[Records from a dataset]
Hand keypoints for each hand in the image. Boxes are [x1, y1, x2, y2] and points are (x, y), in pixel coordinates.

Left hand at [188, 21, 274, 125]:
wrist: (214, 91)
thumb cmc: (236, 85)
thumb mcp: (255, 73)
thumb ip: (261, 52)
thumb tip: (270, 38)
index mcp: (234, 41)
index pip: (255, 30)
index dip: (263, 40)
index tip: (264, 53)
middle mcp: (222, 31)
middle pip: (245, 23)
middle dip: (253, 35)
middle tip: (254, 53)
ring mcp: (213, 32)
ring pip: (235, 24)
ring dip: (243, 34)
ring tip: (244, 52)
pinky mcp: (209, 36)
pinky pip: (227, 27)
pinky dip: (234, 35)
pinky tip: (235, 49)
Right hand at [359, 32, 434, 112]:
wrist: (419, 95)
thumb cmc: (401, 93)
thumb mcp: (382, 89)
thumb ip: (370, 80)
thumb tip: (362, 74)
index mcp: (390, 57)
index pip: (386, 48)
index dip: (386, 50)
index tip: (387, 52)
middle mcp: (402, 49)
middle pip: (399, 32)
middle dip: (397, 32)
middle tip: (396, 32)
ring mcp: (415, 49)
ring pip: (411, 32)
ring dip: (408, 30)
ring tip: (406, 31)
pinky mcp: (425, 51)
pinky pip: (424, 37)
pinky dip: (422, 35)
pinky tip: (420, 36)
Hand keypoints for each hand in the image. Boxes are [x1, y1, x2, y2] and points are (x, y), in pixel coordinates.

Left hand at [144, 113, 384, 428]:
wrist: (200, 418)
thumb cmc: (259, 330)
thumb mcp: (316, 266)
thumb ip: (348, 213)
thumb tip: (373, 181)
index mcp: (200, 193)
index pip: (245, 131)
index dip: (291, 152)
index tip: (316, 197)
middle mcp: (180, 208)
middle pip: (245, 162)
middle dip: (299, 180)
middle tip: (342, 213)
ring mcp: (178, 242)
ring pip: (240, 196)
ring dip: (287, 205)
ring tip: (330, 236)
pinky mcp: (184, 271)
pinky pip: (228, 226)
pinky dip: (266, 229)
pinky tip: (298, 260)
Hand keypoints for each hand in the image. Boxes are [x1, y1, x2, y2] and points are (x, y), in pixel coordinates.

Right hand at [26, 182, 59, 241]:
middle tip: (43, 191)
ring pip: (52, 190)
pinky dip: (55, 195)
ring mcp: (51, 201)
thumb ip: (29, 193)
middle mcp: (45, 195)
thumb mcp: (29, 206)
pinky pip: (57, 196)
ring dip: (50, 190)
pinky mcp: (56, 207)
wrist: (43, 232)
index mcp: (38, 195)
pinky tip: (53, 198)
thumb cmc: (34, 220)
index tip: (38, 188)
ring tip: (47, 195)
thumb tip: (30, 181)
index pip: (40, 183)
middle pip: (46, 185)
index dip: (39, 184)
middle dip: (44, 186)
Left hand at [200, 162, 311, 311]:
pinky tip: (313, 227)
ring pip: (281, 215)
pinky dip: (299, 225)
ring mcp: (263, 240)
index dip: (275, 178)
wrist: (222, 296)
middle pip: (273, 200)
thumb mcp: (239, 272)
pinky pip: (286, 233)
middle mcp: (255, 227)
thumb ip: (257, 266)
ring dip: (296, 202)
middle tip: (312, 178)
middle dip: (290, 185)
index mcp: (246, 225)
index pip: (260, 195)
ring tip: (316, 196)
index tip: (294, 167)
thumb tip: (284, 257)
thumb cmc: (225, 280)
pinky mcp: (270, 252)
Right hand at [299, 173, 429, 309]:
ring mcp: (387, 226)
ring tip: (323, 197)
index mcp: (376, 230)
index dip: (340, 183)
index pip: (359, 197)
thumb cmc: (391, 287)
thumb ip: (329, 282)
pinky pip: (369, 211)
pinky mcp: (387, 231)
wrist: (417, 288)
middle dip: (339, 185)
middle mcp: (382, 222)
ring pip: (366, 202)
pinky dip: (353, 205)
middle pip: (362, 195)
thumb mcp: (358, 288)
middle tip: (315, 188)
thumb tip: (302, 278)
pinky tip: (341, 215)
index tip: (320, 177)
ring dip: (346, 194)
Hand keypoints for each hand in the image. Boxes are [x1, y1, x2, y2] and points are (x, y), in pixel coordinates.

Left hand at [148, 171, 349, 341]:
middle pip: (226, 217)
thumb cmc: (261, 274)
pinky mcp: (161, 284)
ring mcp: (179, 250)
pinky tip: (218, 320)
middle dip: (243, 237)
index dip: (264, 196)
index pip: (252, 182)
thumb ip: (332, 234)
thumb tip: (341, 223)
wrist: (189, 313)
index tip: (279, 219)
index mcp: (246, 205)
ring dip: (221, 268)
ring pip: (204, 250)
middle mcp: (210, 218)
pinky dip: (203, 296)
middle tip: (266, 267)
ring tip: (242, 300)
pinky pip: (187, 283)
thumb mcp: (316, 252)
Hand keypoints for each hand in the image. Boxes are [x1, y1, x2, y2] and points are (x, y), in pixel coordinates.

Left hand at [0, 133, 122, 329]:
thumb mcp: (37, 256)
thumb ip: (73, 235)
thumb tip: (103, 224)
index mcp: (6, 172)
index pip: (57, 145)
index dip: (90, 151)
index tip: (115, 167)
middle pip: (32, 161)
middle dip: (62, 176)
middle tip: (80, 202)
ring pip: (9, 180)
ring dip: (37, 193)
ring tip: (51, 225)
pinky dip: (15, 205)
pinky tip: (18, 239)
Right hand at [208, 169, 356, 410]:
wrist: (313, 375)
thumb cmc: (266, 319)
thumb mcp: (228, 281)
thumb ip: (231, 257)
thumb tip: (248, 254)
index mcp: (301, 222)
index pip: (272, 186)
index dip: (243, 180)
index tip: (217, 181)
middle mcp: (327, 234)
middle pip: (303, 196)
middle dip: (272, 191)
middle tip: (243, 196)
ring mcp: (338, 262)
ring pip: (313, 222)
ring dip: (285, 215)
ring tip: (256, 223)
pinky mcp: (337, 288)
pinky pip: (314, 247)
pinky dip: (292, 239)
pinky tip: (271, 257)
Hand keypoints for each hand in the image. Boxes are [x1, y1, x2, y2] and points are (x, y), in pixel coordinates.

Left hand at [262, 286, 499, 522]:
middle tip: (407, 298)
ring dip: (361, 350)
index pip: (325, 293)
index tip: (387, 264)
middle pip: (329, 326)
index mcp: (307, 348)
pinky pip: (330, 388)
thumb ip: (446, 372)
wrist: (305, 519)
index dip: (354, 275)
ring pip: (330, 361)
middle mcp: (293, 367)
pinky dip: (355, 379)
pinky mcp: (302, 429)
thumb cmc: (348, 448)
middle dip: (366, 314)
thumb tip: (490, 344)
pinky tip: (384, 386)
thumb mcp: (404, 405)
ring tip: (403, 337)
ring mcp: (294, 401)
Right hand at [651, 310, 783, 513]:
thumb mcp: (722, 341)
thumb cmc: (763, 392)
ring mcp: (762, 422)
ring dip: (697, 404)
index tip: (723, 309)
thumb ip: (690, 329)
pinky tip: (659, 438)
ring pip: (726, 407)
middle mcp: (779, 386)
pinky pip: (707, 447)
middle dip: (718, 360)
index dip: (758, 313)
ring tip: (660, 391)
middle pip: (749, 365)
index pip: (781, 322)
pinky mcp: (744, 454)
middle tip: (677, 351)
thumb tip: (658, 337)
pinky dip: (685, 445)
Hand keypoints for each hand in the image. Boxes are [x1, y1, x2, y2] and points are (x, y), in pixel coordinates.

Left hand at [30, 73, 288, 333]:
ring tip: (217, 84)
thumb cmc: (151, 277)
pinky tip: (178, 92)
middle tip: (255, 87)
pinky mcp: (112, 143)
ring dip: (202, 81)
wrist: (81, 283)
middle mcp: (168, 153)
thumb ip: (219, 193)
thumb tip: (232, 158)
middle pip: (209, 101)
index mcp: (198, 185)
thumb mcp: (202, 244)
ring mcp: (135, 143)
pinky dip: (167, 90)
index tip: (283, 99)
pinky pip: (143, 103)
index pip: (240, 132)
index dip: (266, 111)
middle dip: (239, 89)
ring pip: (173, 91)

### [Requirement]
Filter the records for the word "Right" and show every line that has it.

### [Your response]
Right hand at [359, 32, 434, 112]:
Right hand at [26, 182, 59, 241]:
Right hand at [299, 173, 429, 309]:
Right hand at [208, 169, 356, 410]:
Right hand at [651, 310, 783, 513]:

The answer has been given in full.